Un’educazione elementare deve mirare allo sviluppo di un modo di pensare basato
sulla coerenza tra ciò che si pensa, si sente e si fa.
Questo significa anche che la gente dovrebbe fare ciò che predica uscendo dalla
retorica ipocrita che avvelena le nuove generazioni.
Nel contesto infantile la pratica nonviolenta dovrebbe iniziare primariamente dalla
relazione tra gli adulti, per trasmettere un modello, altrimenti il resto che diciamo o
facciamo perde di valore.
L'educazione dovrà stimolare inoltre la sensibilità e facilitare lo sviluppo emotivo
poiché è attraverso l’emotività che l’essere umano ha percezione di se stesso in
termini di felicità.
Infine dovrà insegnare a prendere contatto con il proprio corpo e a governarlo con
scioltezza perché è lo strumento di espressione dell’intenzionalità umana.
La risposta violenta
La risposta nonviolenta
Fonti: Wikipedia, Dizionario del Nuovo Umanesimo (Silo), Pedagogia della diversità
(Aguilar- Bize), Io voglio, tu non vuoi (Patfoort), Umanizzare la Terra (Silo), Sintesi
Area Educazione Forum Umanista Toscano (Nov-2007), Discorsi di Silo Punta de
Vacas 2004 e 2005
Esperienze
Titolo: La fretta
Luogo: Bresso (MI) Italy
Periodo: 2007
Protagonisti: Stefania 26 anni (mamma), Ruben 3 anni, Kesia 1 e mezzo (figli)
Riferimento: stefylimbiate@tiscali.it
Descrizione:
Quando ho fretta e devo uscire con i bimbi tutto diventa difficile e teso. Sembra
che facciano apposta a rallentare le cose: Ruben non vuole fare pipì, Kesia non
vuole vestirsi, Ruben non vuole uscire ma giocare…
Se mi fermo un attimo e riesco a prendere distanza dalla situazione capisco che
non è in gioco solo la mia volontà e mi chiedo se tutte e tre le persone vogliono
uscire.
Posso anche dirmi che le mie necessità sono le più importanti e imporre misure
drastiche per obbligare i figli a seguirmi ma alla fine perdo molte energie, mi
rimane una brutta sensazione e mi immagino che alla prossima occasione tutto si
ripeterà allo stesso modo.
Oppure posso decidere di prendere in considerazione quello che desiderano i
bambini e comportarmi in un altro modo.
Loro non amano i cambiamenti dei programmi abituali, soprattutto se repentini e
non motivati; gli piace giocare e sperimentare tutto sotto forma di gioco e in modo
allegro. Accettano le spiegazioni ma hanno bisogno di tempo per integrarle e per
dare una risposta. Spesso quello che interpretiamo come rifiuto è semplicemente
un tempo “tecnico” per elaborare quello che devono fare.

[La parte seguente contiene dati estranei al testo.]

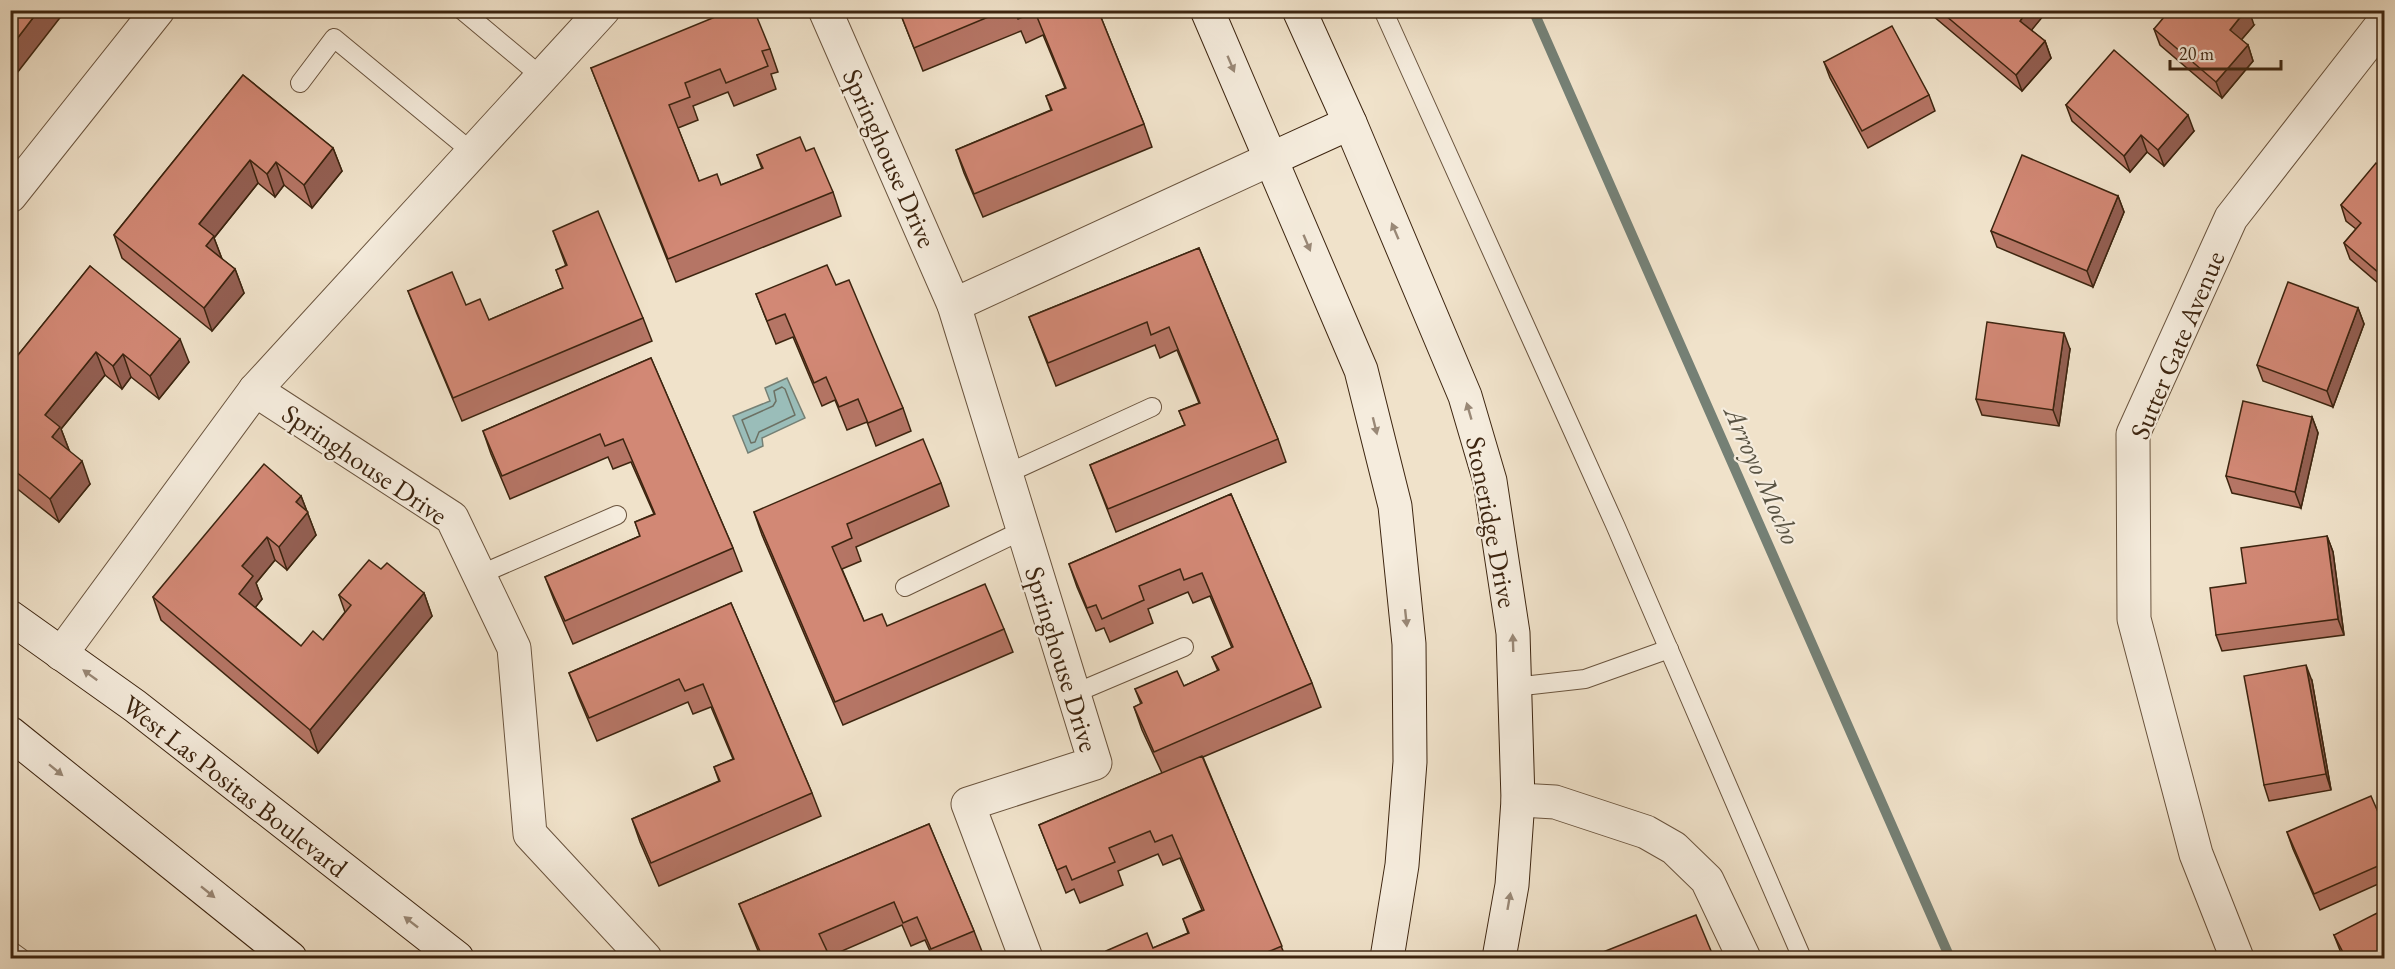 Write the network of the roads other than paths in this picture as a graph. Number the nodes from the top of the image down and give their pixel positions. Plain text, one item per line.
1 (158, 10) edge
2 (462, 10) edge
3 (603, 10) edge
4 (825, 10) edge
5 (1207, 10) edge
6 (1299, 10) edge
7 (1383, 10) edge
8 (2385, 22) edge
9 (542, 77) junction
10 (300, 82) dead end
11 (1350, 123) junction
12 (472, 152) junction
13 (1271, 159) junction
14 (10, 196) edge
15 (954, 305) junction
16 (255, 390) junction
17 (1152, 407) dead end
18 (1006, 474) junction
19 (617, 515) dead end
20 (1023, 530) junction
21 (479, 575) junction
22 (905, 587) dead end
23 (10, 617) edge
24 (1184, 647) dead end
25 (1669, 650) junction
26 (61, 654) junction
27 (1515, 687) junction
28 (1073, 694) junction
29 (10, 733) edge
30 (1518, 800) junction
31 (10, 950) edge
32 (21, 958) edge
33 (290, 958) edge
34 (457, 958) edge
35 (645, 958) edge
36 (1026, 958) edge
37 (1387, 958) edge
38 (1499, 958) edge
39 (1744, 958) edge
40 (1802, 958) edge
41 (2237, 958) edge

1 - 14 street
2 - 9 lane
3 - 9 street, Springhouse Drive
4 - 15 street, Springhouse Drive
5 -> 13 street
6 - 11 street, Stoneridge Drive
7 - 25 lane
8 - 41 street, Sutter Gate Avenue
9 - 12 street, Springhouse Drive
10 - 12 lane
11 - 13 street
27 -> 11 street, Stoneridge Drive
12 - 16 street, Springhouse Drive
13 - 15 street
13 -> 37 street
15 - 18 street, Springhouse Drive
16 - 21 street, Springhouse Drive
16 - 26 street, Springhouse Drive
17 - 18 lane
18 - 20 street, Springhouse Drive
19 - 21 lane
20 - 22 lane
20 - 28 street, Springhouse Drive
21 - 35 street, Springhouse Drive
23 - 26 street, West Las Positas Boulevard
24 - 28 lane
25 - 27 lane
25 - 40 lane
34 -> 26 street, West Las Positas Boulevard
27 - 30 street, Stoneridge Drive
28 - 36 street, Springhouse Drive
29 -> 33 street
38 -> 30 street, Stoneridge Drive
30 - 39 street
31 - 32 lane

Quando riesco, cerco di prepararmi per tempo e avere un margine per relazionarmi
con loro, spiegargli dove andiamo e cosa faremo; ripeto più volte durante la
giornata o la sera prima il programma; cerco di coinvolgerli, gli lascio tempo di
abituarsi all’idea e, al momento dell’uscita, se il muro che fanno è ancora grosso,
ho le forze e l’armonia per presentare la cosa in modo ludico.
In particolare, in questi giorni in cui ho cambiato lavoro e devo prendere il treno più
presto di prima, mi è capitato una volta che veramente eravamo in ritardo oltre
ogni limite. Mentre scendevamo con l’ascensore ho spiegato a Ruben (che di solito
accompagno all’asilo) come mi sentivo, che ero nervosa perché avevo paura di
perdere il treno e di arrivare al lavoro in ritardo e non era il caso visto che avevo
appena cominciato ad andare in questo posto nuovo, e il signore con cui lavoro
poteva arrabbiarsi. Così gli ho chiesto un aiuto, e ho proposto di giocare a Speedy-
mamma e Speedy-Ruben, che consisteva nel fare le cose più velocemente
possibile. Può sembrare banale ma ha funzionato alla perfezione, non solo il gioco,
ma proprio aver cercato di trasmettergli cosa mi stava succedendo. Come mai
successo, Ruben, arrivato all’asilo con una corsa da record, mi ha dato un bacio ed
è filato in classe con una velocità incredibile… e io non ho perso il treno… Anche
nei giorni successivi ho cercato di spiegargli meglio questa mia tensione la mattina
e lui ha fatto delle domande per capire meglio. Diciamo che mi sono sentita più
alla pari con questo meraviglioso esserino.